Because detention is technically not the same thing as punishment, though, it flies under the radar of both law and scholarship. Oceans of ink have been spilled on the history of punishment, the rise of the penitentiary, and the catastrophic effects of late-20th century sentencing policies. But no one has written a history of detention as such. The legal parameters of detention are also hazier than those of punishment. We make laws about what kinds of punishments are appropriate for what kind of crimes, but detaining is seen as an administrative matter rather than a question of justice. Decisions that have huge human consequences – say, the use of cages and Walmarts, or flying kids to NY State while their parents are jailed in Texas, or refusing entry into appropriate asylee-reception centers — –can all be justified as matters of space, efficiency, convenience. It is telling that a Bush administration pilot program in “getting tough” by prosecuting immigrants in criminal court was dubbed “Operation Streamline,” the name deceptively suggesting that the prime consideration was efficiency. [2]

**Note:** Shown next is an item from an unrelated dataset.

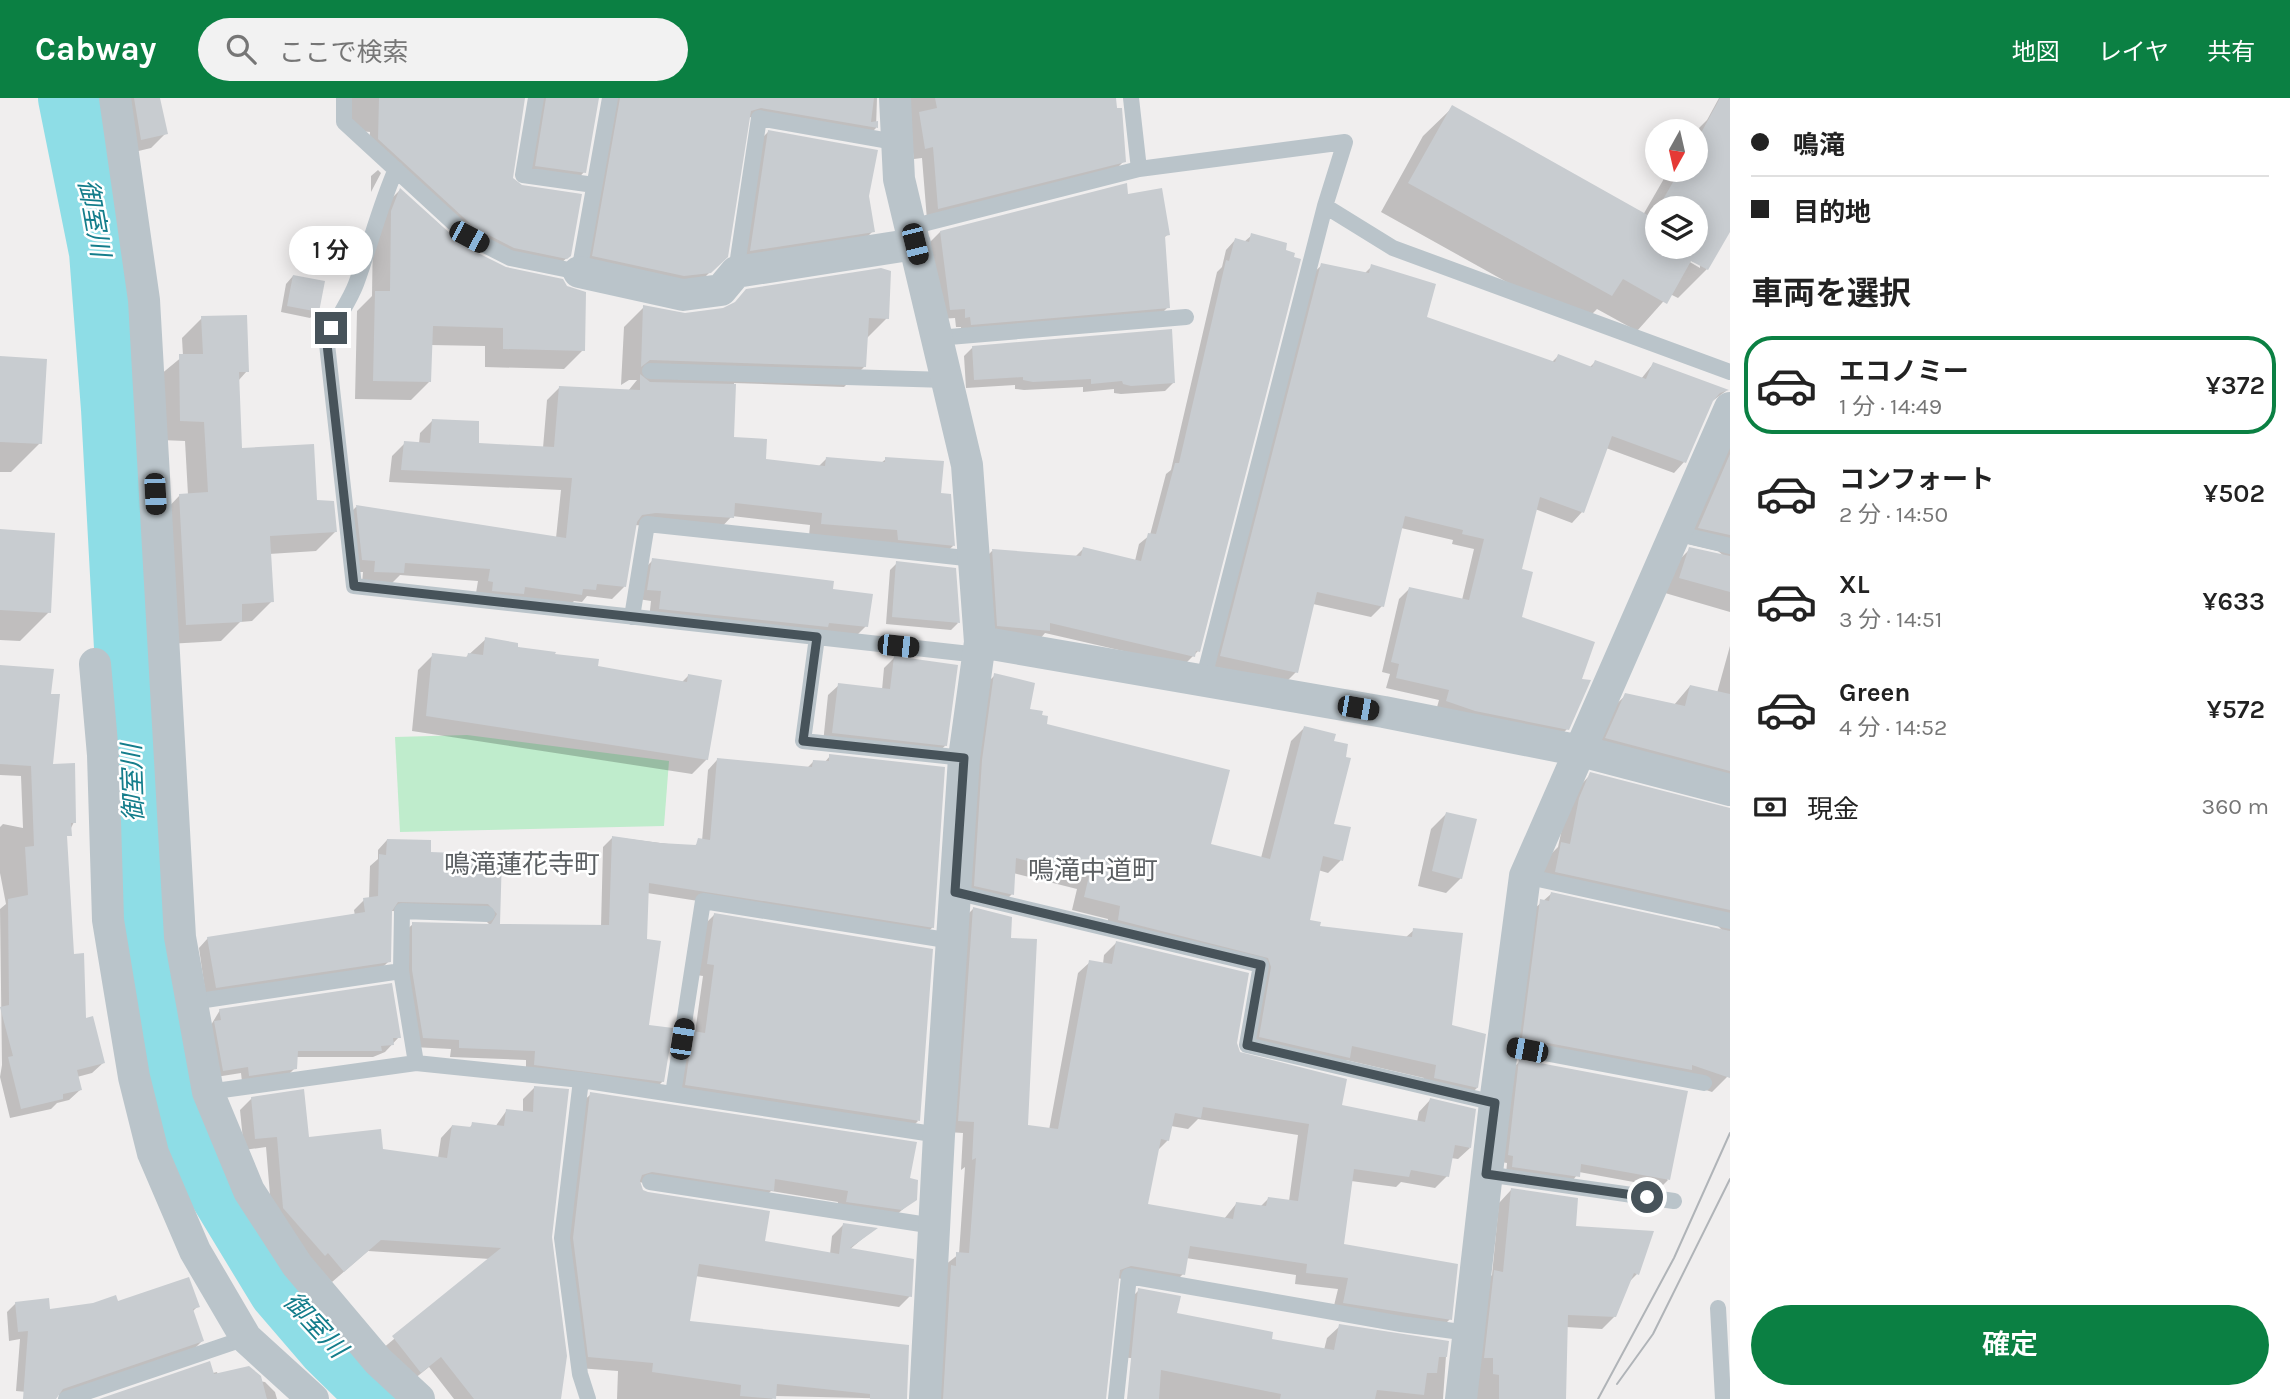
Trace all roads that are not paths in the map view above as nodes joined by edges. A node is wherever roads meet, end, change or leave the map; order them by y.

The confusing relationship of detention and punishment has a long history which has yet to be written. I can only gesture here some broad outlines. The medievalist Jean Dunbabin provides a useful typology distinguishing three kinds of detention: punitive detention, coercive detention, and custodial detention. Based on that, we can say that punitive detention (detention for purposes of punishment) was relatively rare before the 19th century. In the medieval and early modern periods, punishment took other forms like hanging, branding, transportation or monetary fines. Jails were used for custodial detention, to hold people in advance of trial, or while they awaited punishment, but were not in themselves considered a legitimate form of punishment. Prisoners of war and persons rounded up as political suspects during national security crises were also held in jail, but again, the point was to detain in custody rather than to punish. At the very worst, jailing could be considered a form of coercive detention, designed to be unpleasant enough to force someone to do something they would not otherwise do. Imprisonment for debt was the most common example of coercive detention in the early modern period. [3]
All detention was unpleasant, even for the members of the jail population not involved in any criminal proceedings. Even when prison itself was not considered a punishment, keepers had a wide latitude to commit violence in the name of making sure they did not run away (since keeping them from running away was the whole point of putting them in prison). Then, as often the case now, prisons were privately run by keepers who racked up fees for room, bedding, fuel, food and drink.
Nonetheless, unpleasant as custodial and coercive detention were, the objects of such detention were not considered criminals. This in turn gave them a sense of entitlements. For one thing, it was accepted that debtors (though not necessarily persons awaiting trial) should be allowed to see or even live with wives and children. Many prisons, had longstanding systems of inmate self-government, which put debtors in charge of the collection and distribution of charity among themselves. Prisoners agitated for the right to import food and drink from outside (better and cheaper than what the keeper served). They deluged magistrates with petitions about plumbing problems, visiting hours, the quality of the beer sold at the prison tap, and the need for a light on the stairwell, or an extra grate where prisoners could stand and beg passersby for money. The existence of so many complaints of course testifies to the badness of conditions, but it also testifies to the fact that detained people expected better. The understanding that detention was one thing and punishment another also gave prisoners a language in which to make claims. When a group of petitioners from the Chelmsford County Gaol in Essex asked judges in 1767 to “enforce the laws in our favor…that your petitioners may rejoice, so far as the nature of confinement will admit,” they acknowledged the legitimacy of their confinement but also expressed a sense of entitlement to some limited “joy.”[4]